Various seasoned F1 observers had a good old poke and prod at the MP4/28 McLaren launched today at its Technology Centre. ‘Hmm’, they murmured authoritatively, and ‘ah, interesting’, while everyone else tried really hard to work out how 2013’s car differed from last year’s fast but erratic charger.
At this stage, not by much. Because the truth is that the flurry of F1 launches – Lotus earlier this week, Red Bull on Sunday, Ferrari on Monday – is more about giving the teams’ sponsors and benefactors a fuzzy glow than unveiling whatever new aero twist or widget the back-room boffins have come up with. Besides, why play your hand at this stage, with six weeks to go before Melbourne? We’ll see more at the first test in Jerez next week, but the real intel won’t emerge until March 15th.
That said, today’s event gave a fascinating insight into where McLaren’s head is at right now. Long vilified for being a bit grey and soulless, I’ve got to say that these guys are much more relaxed and engaging than you’d imagine, and certainly more chilled out than they used to be. It’s McLaren’s 50th anniversary this year, and before we saw this year’s contender we watched a filmed elegy to founder Bruce McLaren. It bravely acknowledged his premature demise in an accident at Goodwood in 1970 by having an actor walk slowly through debris before pondering his wrecked car. Corporate films are often dreadful snow jobs, but this one hit all the right notes. Bruce, I only discovered today, had one leg an inch and a half shorter than the other, a disability that didn’t hobble his driving. The tragedy of his death isn’t going to hamper McLaren’s celebrations either, by the looks of it.
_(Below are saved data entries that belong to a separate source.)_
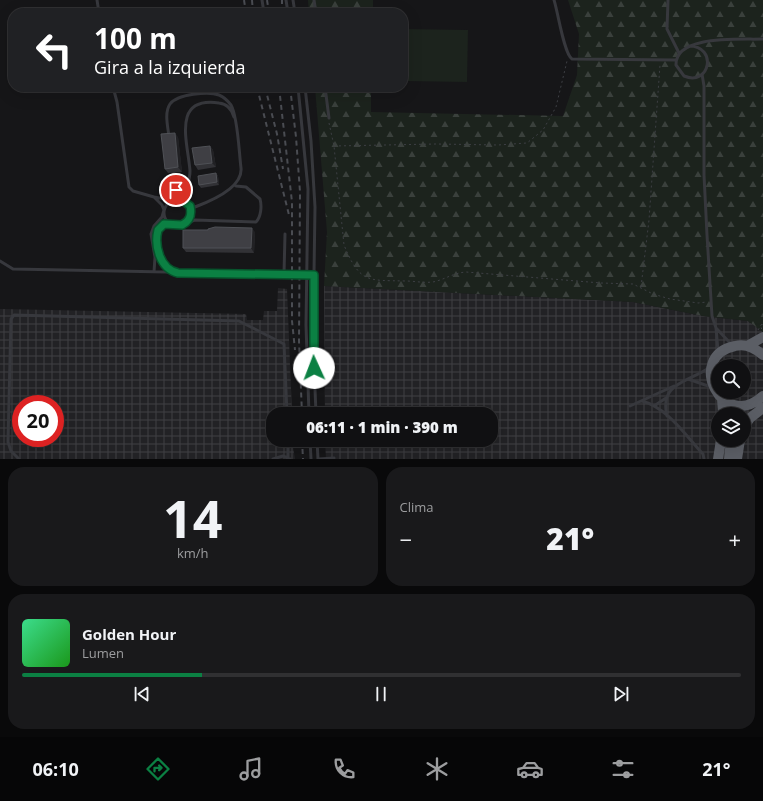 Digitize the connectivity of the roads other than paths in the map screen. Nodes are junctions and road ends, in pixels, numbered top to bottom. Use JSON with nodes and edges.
{"nodes":[{"id":1,"x":554,"y":0,"type":"edge"},
{"id":2,"x":668,"y":0,"type":"edge"},
{"id":3,"x":763,"y":39,"type":"edge"},
{"id":4,"x":689,"y":46,"type":"junction"},
{"id":5,"x":679,"y":53,"type":"junction"},
{"id":6,"x":676,"y":60,"type":"junction"},
{"id":7,"x":702,"y":74,"type":"junction"},
{"id":8,"x":114,"y":92,"type":"edge"},
{"id":9,"x":299,"y":92,"type":"edge"},
{"id":10,"x":305,"y":92,"type":"edge"},
{"id":11,"x":325,"y":92,"type":"edge"},
{"id":12,"x":234,"y":117,"type":"junction"},
{"id":13,"x":328,"y":118,"type":"road end"},
{"id":14,"x":170,"y":138,"type":"edge"},
{"id":15,"x":174,"y":173,"type":"edge"},
{"id":16,"x":234,"y":187,"type":"junction"},
{"id":17,"x":154,"y":197,"type":"junction"},
{"id":18,"x":171,"y":200,"type":"junction"},
{"id":19,"x":184,"y":201,"type":"junction"},
{"id":20,"x":187,"y":203,"type":"junction"},
{"id":21,"x":164,"y":210,"type":"junction"},
{"id":22,"x":186,"y":223,"type":"junction"},
{"id":23,"x":173,"y":225,"type":"junction"},
{"id":24,"x":286,"y":234,"type":"dead end"},
{"id":25,"x":0,"y":261,"type":"edge"},
{"id":26,"x":154,"y":272,"type":"junction"},
{"id":27,"x":178,"y":273,"type":"junction"},
{"id":28,"x":284,"y":274,"type":"junction"},
{"id":29,"x":307,"y":275,"type":"junction"},
{"id":30,"x":314,"y":275,"type":"junction"},
{"id":31,"x":716,"y":328,"type":"junction"},
{"id":32,"x":762,"y":331,"type":"edge"},
{"id":33,"x":733,"y":346,"type":"junction"},
{"id":34,"x":747,"y":346,"type":"junction"},
{"id":35,"x":763,"y":355,"type":"edge"},
{"id":36,"x":718,"y":356,"type":"junction"},
{"id":37,"x":716,"y":359,"type":"edge"},
{"id":38,"x":711,"y":367,"type":"edge"},
{"id":39,"x":688,"y":379,"type":"junction"},
{"id":40,"x":674,"y":386,"type":"junction"},
{"id":41,"x":711,"y":387,"type":"edge"},
{"id":42,"x":763,"y":396,"type":"edge"},
{"id":43,"x":666,"y":398,"type":"junction"},
{"id":44,"x":722,"y":399,"type":"joint"},
{"id":45,"x":642,"y":401,"type":"junction"},
{"id":46,"x":630,"y":406,"type":"dead end"},
{"id":47,"x":654,"y":406,"type":"junction"},
{"id":48,"x":287,"y":407,"type":"edge"},
{"id":49,"x":309,"y":407,"type":"edge"},
{"id":50,"x":316,"y":407,"type":"edge"},
{"id":51,"x":723,"y":407,"type":"edge"},
{"id":52,"x":737,"y":407,"type":"edge"},
{"id":53,"x":747,"y":407,"type":"edge"},
{"id":54,"x":763,"y":408,"type":"edge"},
{"id":55,"x":667,"y":416,"type":"junction"},
{"id":56,"x":751,"y":417,"type":"edge"},
{"id":57,"x":288,"y":447,"type":"edge"},
{"id":58,"x":310,"y":447,"type":"edge"},
{"id":59,"x":317,"y":447,"type":"edge"},
{"id":60,"x":720,"y":447,"type":"edge"},
{"id":61,"x":730,"y":447,"type":"edge"},
{"id":62,"x":739,"y":447,"type":"edge"},
{"id":63,"x":289,"y":458,"type":"edge"},
{"id":64,"x":334,"y":458,"type":"edge"},
{"id":65,"x":19,"y":459,"type":"edge"},
{"id":66,"x":273,"y":459,"type":"edge"},
{"id":67,"x":311,"y":459,"type":"edge"},
{"id":68,"x":318,"y":459,"type":"edge"},
{"id":69,"x":704,"y":459,"type":"edge"},
{"id":70,"x":718,"y":459,"type":"edge"},
{"id":71,"x":729,"y":459,"type":"edge"},
{"id":72,"x":738,"y":459,"type":"edge"}],
"edges":[{"from":1,"to":6,"type":"lane"},
{"from":2,"to":5,"type":"lane"},
{"from":3,"to":4,"type":"lane"},
{"from":4,"to":5,"type":"lane"},
{"from":4,"to":7,"type":"lane"},
{"from":5,"to":6,"type":"lane"},
{"from":6,"to":7,"type":"lane"},
{"from":7,"to":31,"type":"lane"},
{"from":8,"to":17,"type":"lane"},
{"from":9,"to":29,"type":"lane"},
{"from":10,"to":30,"type":"lane"},
{"from":11,"to":13,"type":"lane"},
{"from":12,"to":14,"type":"lane"},
{"from":12,"to":16,"type":"lane"},
{"from":12,"to":20,"type":"lane"},
{"from":15,"to":19,"type":"lane"},
{"from":16,"to":20,"type":"lane"},
{"from":16,"to":22,"type":"lane"},
{"from":17,"to":18,"type":"lane"},
{"from":17,"to":21,"type":"lane"},
{"from":18,"to":19,"type":"lane"},
{"from":18,"to":21,"type":"lane"},
{"from":19,"to":20,"type":"lane"},
{"from":20,"to":22,"type":"lane"},
{"from":21,"to":23,"type":"lane"},
{"from":21,"to":26,"type":"lane"},
{"from":22,"to":23,"type":"lane"},
{"from":23,"to":27,"type":"lane"},
{"from":24,"to":28,"type":"lane"},
{"from":25,"to":26,"type":"lane"},
{"from":26,"to":27,"type":"lane"},
{"from":27,"to":28,"type":"lane"},
{"from":28,"to":29,"type":"lane"},
{"from":29,"to":30,"type":"lane"},
{"from":29,"to":49,"type":"lane"},
{"from":30,"to":50,"type":"lane"},
{"from":31,"to":33,"type":"lane"},
{"from":31,"to":36,"type":"lane"},
{"from":32,"to":34,"type":"highway"},
{"from":33,"to":34,"type":"highway"},
{"from":33,"to":36,"type":"highway"},
{"from":34,"to":35,"type":"highway"},
{"from":36,"to":37,"type":"highway"},
{"from":38,"to":39,"type":"lane"},
{"from":39,"to":40,"type":"lane"},
{"from":39,"to":41,"type":"lane"},
{"from":40,"to":43,"type":"lane"},
{"from":40,"to":45,"type":"lane"},
{"from":42,"to":53,"type":"highway"},
{"from":43,"to":47,"type":"lane"},
{"from":43,"to":55,"type":"lane"},
{"from":44,"to":51,"type":"highway"},
{"from":44,"to":52,"type":"highway"},
{"from":45,"to":46,"type":"lane"},
{"from":45,"to":47,"type":"lane"},
{"from":47,"to":55,"type":"lane"},
{"from":48,"to":65,"type":"lane"},
{"from":54,"to":56,"type":"highway"},
{"from":55,"to":69,"type":"lane"},
{"from":57,"to":63,"type":"lane"},
{"from":58,"to":67,"type":"lane"},
{"from":59,"to":68,"type":"lane"},
{"from":60,"to":70,"type":"highway"},
{"from":61,"to":71,"type":"highway"},
{"from":62,"to":72,"type":"highway"},
{"from":63,"to":66,"type":"lane"},
{"from":64,"to":68,"type":"lane"}]} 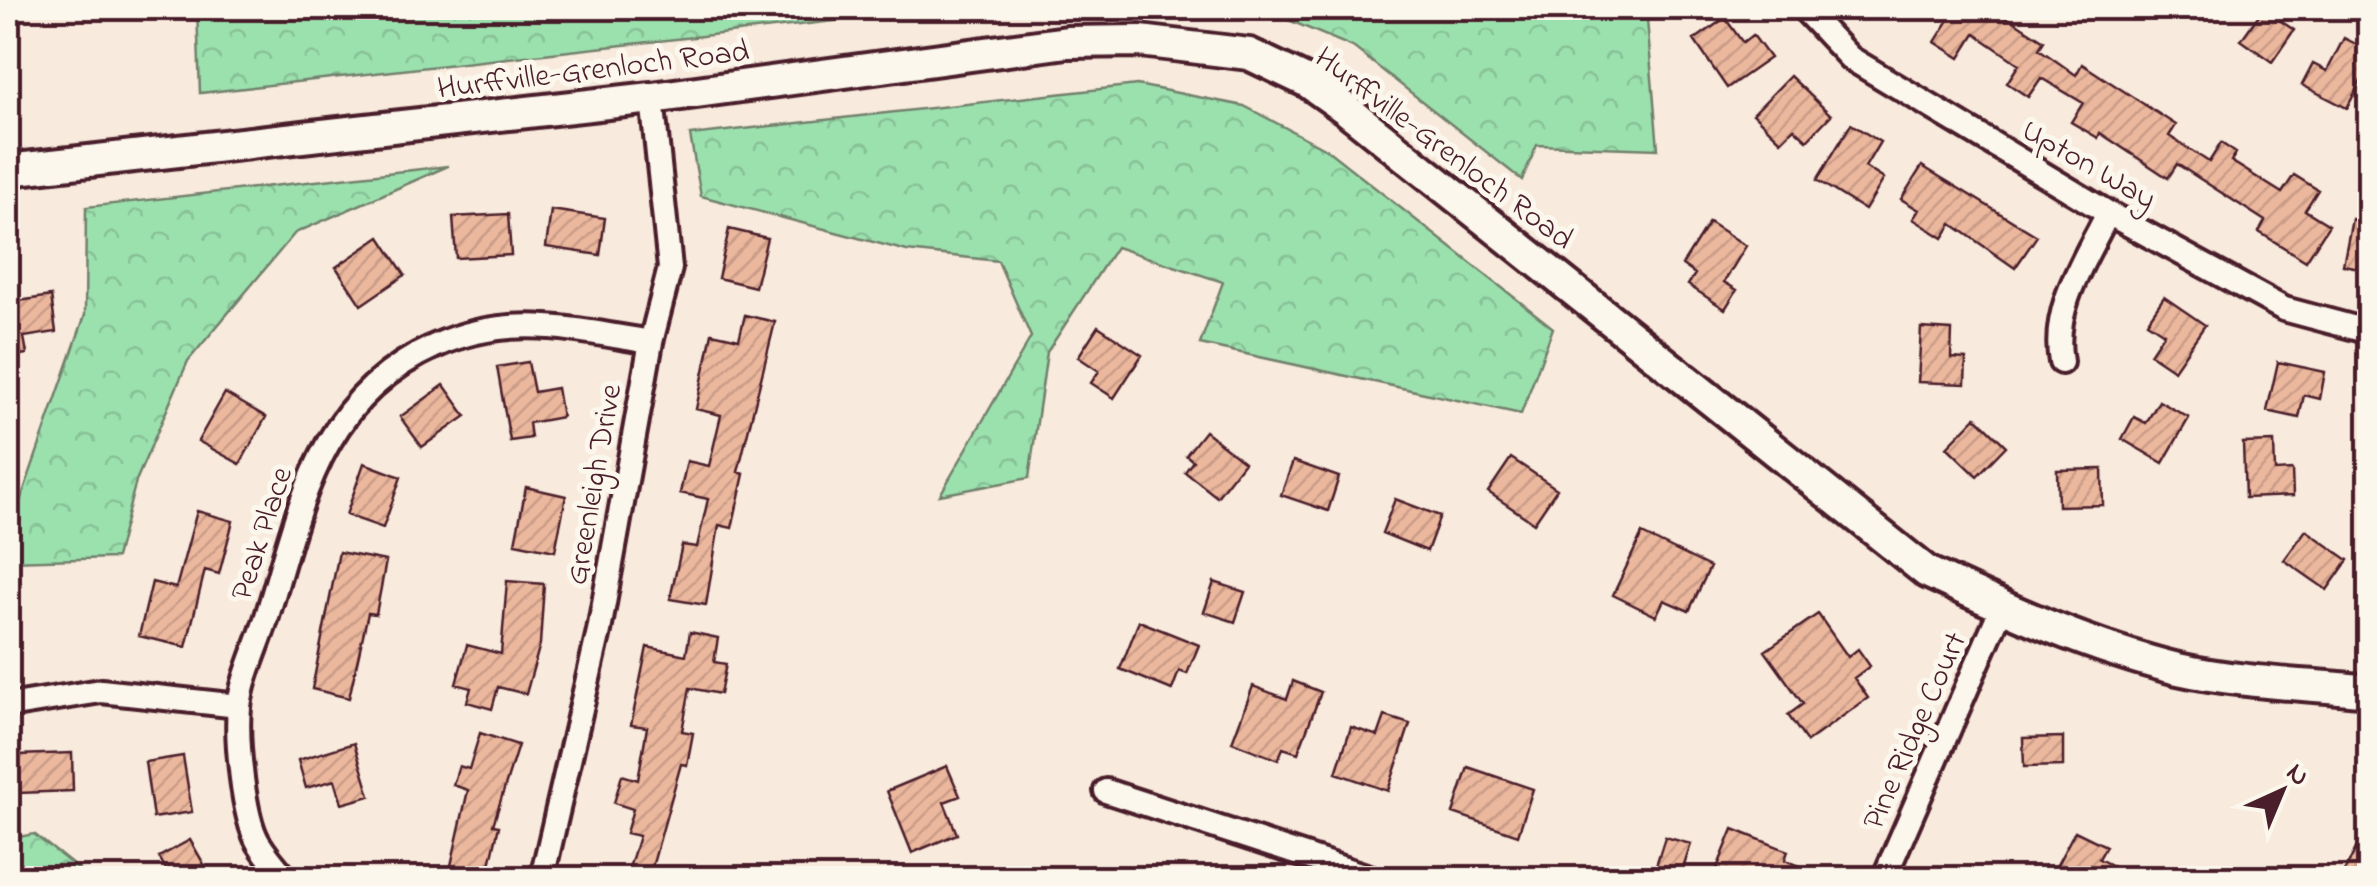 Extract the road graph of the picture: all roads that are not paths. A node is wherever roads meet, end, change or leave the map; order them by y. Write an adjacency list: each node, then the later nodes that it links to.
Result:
1 (1803, 8): 4 (street, Upton Way)
2 (652, 98): 3 (main road, Hurffville-Grenloch Road); 6 (street, Greenleigh Drive); 8 (main road, Hurffville-Grenloch Road)
3 (8, 170)
4 (2108, 213): 5 (street, Upton Way); 7 (street)
5 (2370, 332)
6 (651, 342): 11 (street, Peak Place); 14 (street, Greenleigh Drive)
7 (2061, 362)
8 (2002, 607): 9 (main road, Hurffville-Grenloch Road); 16 (street, Pine Ridge Court)
9 (2370, 691)
10 (8, 706): 11 (street)
11 (239, 706): 13 (street, Peak Place)
12 (1106, 791): 15 (street)
13 (286, 878)
14 (542, 878)
15 (1372, 878)
16 (1884, 878)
Bruce’s wasn’t the only ghost in the room. Lewis Hamilton has gone, lured by an almighty Mercedes pay-day and also the prospect of being way ahead of the curve when next year’s V6 turbo hits the track – Mercedes has been developing it for two years now, and McLaren will be merely a customer in 2014 – and the regulations change massively. For all that today’s launch was a breezy affair, Lewis’s absence was palpable. Sergio Perez is a likeable, laid-back guy – he even admitted he often fell asleep during winter testing because he hated the cold weather – but he wasn’t wearing the McLaren overalls with quite the same panache as Lewis. Maybe he’ll grow into them. Hamilton, complicated and petulant, remains probably the fastest driver in F1 in terms of pure, unadulterated speed. Losing him is bound to hurt, isn’t it?
‘Lewis was a great asset,’ Team Principal Martin Whitmarsh conceded, ‘and we have many great memories of our time working together. But we honestly haven’t spent much time mulling over them this past few weeks. That, perhaps sadly, is the nature of motor racing. You don’t tend to dwell on the past, you look forward…’
Also absent today was McLaren technical director Paddy Lowe, subject of a concerted bid by Mercedes. Whitmarsh confirmed that Lowe will be staying at McLaren for another year, but said that his future was ‘less certain’ beyond that. So why wasn’t he there today? ‘I think it is good that Paddy concentrates on doing his job,’ Whitmarsh said more than a little firmly. ‘It was his decision not to be here today, I don’t think he wanted to create any embarrassment to his team.’
Hmm. I suspect that we’re more likely to see Lowe boasting about his rhododendrons on Gardener’s World before we see him ensconced on the Mercedes pit-lane ‘prat perch’.
In fact, what with Lewis and now Lowe being snaffled, one wonders just how friendly the relationship between Woking and Stuttgart really is these days…
Which brings me to the P1. Jenson arrived inside the MTC on-board it, which appeared to be the limit of his experience in the car. ‘I drove it round the lake,’ he told us in full sarcasm mode when asked by the man from Top Gear – me – what it was like. ‘I’d definitely like more involvement with it. Chris [Goodwin, McLaren Automotive’s chief test driver] has done a great job, but sometimes you need a bit of youth in there… so I’ll give it to Sergio to do…’
Around 30 P1 customers were present today, including Jackie Stewart’s son Paul (who sort of denied he’d bought one), most of whom already had 12Cs, appeared to have had issues with Ferraris they’d owned (‘they fall apart,’ one of the guys said), and liked the Britishness of the P1. To a man, they all regretted not buying the F1 road car when they had the chance. There were rumours a while ago that McLaren was struggling to sell the P1; now it seems the order book is likely to be closed in a matter of weeks.
We’ll see Ferrari’s P1 rival at Geneva, with no word from either rival about just how many of these hybrid hypercars they really are going to produce. The final production numbers really matter when you’re selling a car for close to a million quid, and buyers at that level haven’t got there by making daft investments.
So that’s 2013: the year when the Ferrari v McLaren battle spills off the track and onto the street. Can’t wait.